Six Little Girls Dressed in Blue: Lady Caroline’s “Spinning School”

Clive Barnes writes:

On September 7 1789, six village girls walked up to Milton Abbey mansion house to meet King George III and his wife, Queen Charlotte. When the queen returned to Weymouth with “the K”, as she referred to George in her diary, she made this entry:

“We breakfasted by 8 and set out at 9 for Milton Abbey, 17 miles from hence, where we arrived at about half an Hour after 11 & were received by Lrd Deamer [Damer] and Miss Deamer, his Daughter. In walking through the Court, six Little Girls Dressed in Blue walkd before Us and strewd Flowers. They are Miss Deamers Spinning School. Lrd Milton calls them Les Filles de Saint Cyr, & Miss Deamer Mademoiselle Maintenon.”

Lord Milton’s reference was to a seventeenth century French noblewoman, Françoise D’Aubigné, Marquise de Maintenon, the unacknowledged wife of King Louis XIV of France. She had persuaded Louis in 1684 to establish a school at St Cyr for the children of noble families who had fallen on hard times. Lady Caroline’s school was for the daughters of some of the craftsmen and labourers of her father’s estate.
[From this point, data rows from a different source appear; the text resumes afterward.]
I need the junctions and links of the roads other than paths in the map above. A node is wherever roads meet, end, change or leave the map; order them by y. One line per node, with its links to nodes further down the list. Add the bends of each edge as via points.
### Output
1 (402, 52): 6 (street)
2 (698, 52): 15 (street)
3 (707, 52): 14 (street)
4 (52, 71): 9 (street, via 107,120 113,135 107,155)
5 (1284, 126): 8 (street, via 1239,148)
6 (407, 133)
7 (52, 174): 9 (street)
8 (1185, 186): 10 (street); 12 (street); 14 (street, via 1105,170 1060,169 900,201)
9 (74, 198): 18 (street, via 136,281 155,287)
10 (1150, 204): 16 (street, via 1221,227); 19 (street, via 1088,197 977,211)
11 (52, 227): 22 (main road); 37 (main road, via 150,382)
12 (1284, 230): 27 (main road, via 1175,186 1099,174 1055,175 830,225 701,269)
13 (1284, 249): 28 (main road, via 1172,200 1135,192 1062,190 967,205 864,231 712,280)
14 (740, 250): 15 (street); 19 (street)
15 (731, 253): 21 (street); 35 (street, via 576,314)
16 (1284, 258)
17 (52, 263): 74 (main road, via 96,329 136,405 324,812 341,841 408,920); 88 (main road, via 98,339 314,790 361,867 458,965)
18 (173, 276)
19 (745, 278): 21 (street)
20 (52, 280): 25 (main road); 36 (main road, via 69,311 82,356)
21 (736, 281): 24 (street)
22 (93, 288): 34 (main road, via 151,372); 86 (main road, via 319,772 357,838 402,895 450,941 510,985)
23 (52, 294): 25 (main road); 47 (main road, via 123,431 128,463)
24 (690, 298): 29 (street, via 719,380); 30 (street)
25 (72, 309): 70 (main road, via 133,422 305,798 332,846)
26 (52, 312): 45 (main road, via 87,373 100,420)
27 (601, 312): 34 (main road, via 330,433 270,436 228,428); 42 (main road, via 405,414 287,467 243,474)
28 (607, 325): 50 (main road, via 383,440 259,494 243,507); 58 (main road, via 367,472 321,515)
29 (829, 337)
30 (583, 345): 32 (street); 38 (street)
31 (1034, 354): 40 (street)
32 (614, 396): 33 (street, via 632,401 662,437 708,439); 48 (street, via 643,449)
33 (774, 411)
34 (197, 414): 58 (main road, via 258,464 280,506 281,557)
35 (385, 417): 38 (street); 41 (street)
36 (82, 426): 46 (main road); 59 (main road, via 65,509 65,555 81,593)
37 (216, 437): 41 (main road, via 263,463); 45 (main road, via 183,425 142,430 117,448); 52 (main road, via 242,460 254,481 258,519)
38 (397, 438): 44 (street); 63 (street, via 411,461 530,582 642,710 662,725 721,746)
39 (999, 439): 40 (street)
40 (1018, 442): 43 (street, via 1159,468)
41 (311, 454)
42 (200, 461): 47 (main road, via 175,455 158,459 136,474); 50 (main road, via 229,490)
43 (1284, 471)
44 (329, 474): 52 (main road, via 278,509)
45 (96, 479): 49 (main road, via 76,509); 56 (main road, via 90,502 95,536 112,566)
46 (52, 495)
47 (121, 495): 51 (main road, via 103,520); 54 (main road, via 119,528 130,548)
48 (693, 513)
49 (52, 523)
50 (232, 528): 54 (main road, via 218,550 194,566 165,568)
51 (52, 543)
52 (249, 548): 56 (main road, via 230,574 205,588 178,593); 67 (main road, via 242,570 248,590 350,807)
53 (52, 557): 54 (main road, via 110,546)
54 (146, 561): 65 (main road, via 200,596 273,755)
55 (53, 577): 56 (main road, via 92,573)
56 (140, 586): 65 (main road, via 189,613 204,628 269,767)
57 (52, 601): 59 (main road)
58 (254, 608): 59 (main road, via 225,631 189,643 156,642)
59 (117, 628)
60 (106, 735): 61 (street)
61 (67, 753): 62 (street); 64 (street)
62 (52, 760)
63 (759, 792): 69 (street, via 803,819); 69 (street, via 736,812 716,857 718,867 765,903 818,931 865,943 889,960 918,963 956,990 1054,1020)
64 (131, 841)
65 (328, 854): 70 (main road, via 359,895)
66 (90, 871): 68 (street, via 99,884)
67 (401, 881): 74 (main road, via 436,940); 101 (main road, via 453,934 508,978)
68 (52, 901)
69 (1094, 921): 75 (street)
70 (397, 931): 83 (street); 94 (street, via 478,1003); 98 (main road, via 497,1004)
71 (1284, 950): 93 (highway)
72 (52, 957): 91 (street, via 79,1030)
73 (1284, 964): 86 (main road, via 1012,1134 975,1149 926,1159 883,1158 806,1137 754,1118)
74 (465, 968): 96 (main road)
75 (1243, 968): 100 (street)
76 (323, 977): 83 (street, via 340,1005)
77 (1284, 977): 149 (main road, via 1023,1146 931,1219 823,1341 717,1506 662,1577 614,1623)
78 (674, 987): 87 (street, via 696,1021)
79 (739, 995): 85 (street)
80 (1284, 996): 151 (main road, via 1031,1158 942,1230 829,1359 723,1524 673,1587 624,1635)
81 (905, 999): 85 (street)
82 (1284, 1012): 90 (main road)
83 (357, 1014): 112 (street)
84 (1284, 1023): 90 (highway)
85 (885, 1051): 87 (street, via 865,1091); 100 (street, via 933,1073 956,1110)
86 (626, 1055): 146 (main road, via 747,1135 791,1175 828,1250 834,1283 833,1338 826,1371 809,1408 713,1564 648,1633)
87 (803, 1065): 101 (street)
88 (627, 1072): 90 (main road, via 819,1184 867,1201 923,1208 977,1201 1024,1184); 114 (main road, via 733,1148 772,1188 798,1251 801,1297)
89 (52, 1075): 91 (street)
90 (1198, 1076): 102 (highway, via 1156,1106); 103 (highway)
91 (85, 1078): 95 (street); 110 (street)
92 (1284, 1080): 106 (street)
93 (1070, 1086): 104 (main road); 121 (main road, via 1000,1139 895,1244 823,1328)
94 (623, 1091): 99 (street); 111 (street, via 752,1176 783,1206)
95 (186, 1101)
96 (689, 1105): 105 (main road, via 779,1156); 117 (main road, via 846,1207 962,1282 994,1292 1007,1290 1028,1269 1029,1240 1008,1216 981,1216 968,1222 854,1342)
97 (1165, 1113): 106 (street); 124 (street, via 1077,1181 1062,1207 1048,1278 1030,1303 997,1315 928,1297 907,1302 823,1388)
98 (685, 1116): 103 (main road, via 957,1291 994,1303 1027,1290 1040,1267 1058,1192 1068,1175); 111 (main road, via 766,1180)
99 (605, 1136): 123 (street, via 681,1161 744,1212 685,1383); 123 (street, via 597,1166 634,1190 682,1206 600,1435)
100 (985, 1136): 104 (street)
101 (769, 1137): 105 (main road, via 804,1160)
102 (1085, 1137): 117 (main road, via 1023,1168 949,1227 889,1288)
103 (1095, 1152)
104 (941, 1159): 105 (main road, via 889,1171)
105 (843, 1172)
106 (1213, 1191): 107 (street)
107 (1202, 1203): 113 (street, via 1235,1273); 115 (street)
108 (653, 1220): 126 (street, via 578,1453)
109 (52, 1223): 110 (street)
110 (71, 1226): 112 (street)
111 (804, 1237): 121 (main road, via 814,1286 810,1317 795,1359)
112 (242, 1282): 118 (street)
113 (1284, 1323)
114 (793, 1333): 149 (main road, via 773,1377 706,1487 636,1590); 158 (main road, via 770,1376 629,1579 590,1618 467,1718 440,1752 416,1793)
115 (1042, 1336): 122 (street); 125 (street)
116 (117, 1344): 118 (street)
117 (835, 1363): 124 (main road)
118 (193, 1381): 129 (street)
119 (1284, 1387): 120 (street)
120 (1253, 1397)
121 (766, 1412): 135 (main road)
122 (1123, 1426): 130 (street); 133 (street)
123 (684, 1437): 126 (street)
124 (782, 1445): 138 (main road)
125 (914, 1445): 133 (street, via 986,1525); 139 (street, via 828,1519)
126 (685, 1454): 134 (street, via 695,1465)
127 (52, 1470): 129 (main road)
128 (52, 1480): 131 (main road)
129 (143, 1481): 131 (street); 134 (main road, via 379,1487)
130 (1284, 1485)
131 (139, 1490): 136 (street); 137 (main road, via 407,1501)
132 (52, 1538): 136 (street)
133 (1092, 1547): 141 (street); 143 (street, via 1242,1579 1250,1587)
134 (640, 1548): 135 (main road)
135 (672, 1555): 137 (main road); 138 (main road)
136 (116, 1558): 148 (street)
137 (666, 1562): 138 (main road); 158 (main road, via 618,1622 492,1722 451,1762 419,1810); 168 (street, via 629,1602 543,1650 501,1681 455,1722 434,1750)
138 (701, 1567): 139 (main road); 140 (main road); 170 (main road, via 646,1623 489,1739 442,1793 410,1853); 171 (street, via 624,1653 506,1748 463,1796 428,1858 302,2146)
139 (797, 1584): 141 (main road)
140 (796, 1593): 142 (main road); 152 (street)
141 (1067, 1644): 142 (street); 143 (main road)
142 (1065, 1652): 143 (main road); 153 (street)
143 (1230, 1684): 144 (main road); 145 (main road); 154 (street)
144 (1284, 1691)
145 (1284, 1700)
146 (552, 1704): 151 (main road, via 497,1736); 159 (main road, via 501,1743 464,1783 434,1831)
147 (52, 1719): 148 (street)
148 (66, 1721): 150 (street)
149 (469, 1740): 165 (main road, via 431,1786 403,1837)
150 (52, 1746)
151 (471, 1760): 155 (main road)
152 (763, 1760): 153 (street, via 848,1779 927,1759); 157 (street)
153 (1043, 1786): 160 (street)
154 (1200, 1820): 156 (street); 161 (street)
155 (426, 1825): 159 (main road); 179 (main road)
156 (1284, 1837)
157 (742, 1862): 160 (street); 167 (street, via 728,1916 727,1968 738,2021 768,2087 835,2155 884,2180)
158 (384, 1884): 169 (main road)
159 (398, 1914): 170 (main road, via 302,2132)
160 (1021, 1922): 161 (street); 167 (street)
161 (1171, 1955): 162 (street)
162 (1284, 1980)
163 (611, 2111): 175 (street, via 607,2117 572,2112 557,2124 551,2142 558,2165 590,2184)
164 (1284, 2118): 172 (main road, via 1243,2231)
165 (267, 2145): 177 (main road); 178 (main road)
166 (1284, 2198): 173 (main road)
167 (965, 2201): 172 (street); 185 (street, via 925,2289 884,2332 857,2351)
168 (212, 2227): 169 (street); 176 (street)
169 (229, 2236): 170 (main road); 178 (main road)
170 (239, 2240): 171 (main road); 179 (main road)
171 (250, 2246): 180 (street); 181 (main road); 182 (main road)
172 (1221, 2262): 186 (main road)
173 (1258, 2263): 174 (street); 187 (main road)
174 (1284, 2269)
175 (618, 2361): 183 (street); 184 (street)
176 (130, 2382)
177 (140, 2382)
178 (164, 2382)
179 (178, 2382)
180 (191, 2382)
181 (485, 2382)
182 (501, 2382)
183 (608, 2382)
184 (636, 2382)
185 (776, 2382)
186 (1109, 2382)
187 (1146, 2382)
And Lord Milton’s remark, while teasing, surely showed an indulgent pride in Lady Caroline and her interest in the village children. 

We do not know which of the village girls stood at the courtyard gate with flowers in their arms that morning, but we do know that the “charity school for girls” continued for another forty years until Lady Caroline’s death in 1829. The girls had their own uniform and there is a bill for making their gowns among Lady Caroline’s estate papers for 1822. There are also bills for a Sunday and evening school for the village boys, although they do not appear to have had a uniform made for them!

The girls seem to have been taught not only spinning, and later button-making, but also to read and write and were probably paid a small sum for attending. From the estate bills in 1789, the eldest girls were paid a penny and the youngest a halfpenny. We do not know where they met or how regularly. In 1789, three girls were taught each week by Eleanor Sargent, a village woman, on a rota system which saw some girls returning to lessons about every six weeks. 

The teaching of spinning and button making was a preparation for the kind of paid work the girls might do in the home as adults, enabling them to support the family income, or to have some independence as breadwinners themselves. The teaching of literacy would also have given them skills and confidence rare among working class women at this time. 

It is hard to measure the impact of the school on the girls themselves or on the life of the village. But perhaps we can have a glimpse of it in the life story of one of its pupils. One of the little girls in the school in 1789, and perhaps among the six that met the royal couple, was Ann Sturmey, then aged seven. She grew up to be one the women in the village who were paid by the parish to nurse the sick and the old, supporting herself and her children after the early death of her husband, William Fiander. She was also the author of the only letter from an ordinary villager in the nineteenth century that we have discovered. This was written to her son Robert who lived in Big Lorraine, Cape Breton, Nova Scotia.in 1855 to tell him of his brother’s death. Samuel Fiander (Robert’s father William’s brother) was in Newfoundland by the late 1790’s and died there in 1851. The letter was preserved by his family in Canada, and featured in the presentation by John O’Quinn to the history group in December 2022. Perhaps the letter itself is tangible evidence of the influence of Ann’s attendance at Lady Caroline’s spinning school a half century before.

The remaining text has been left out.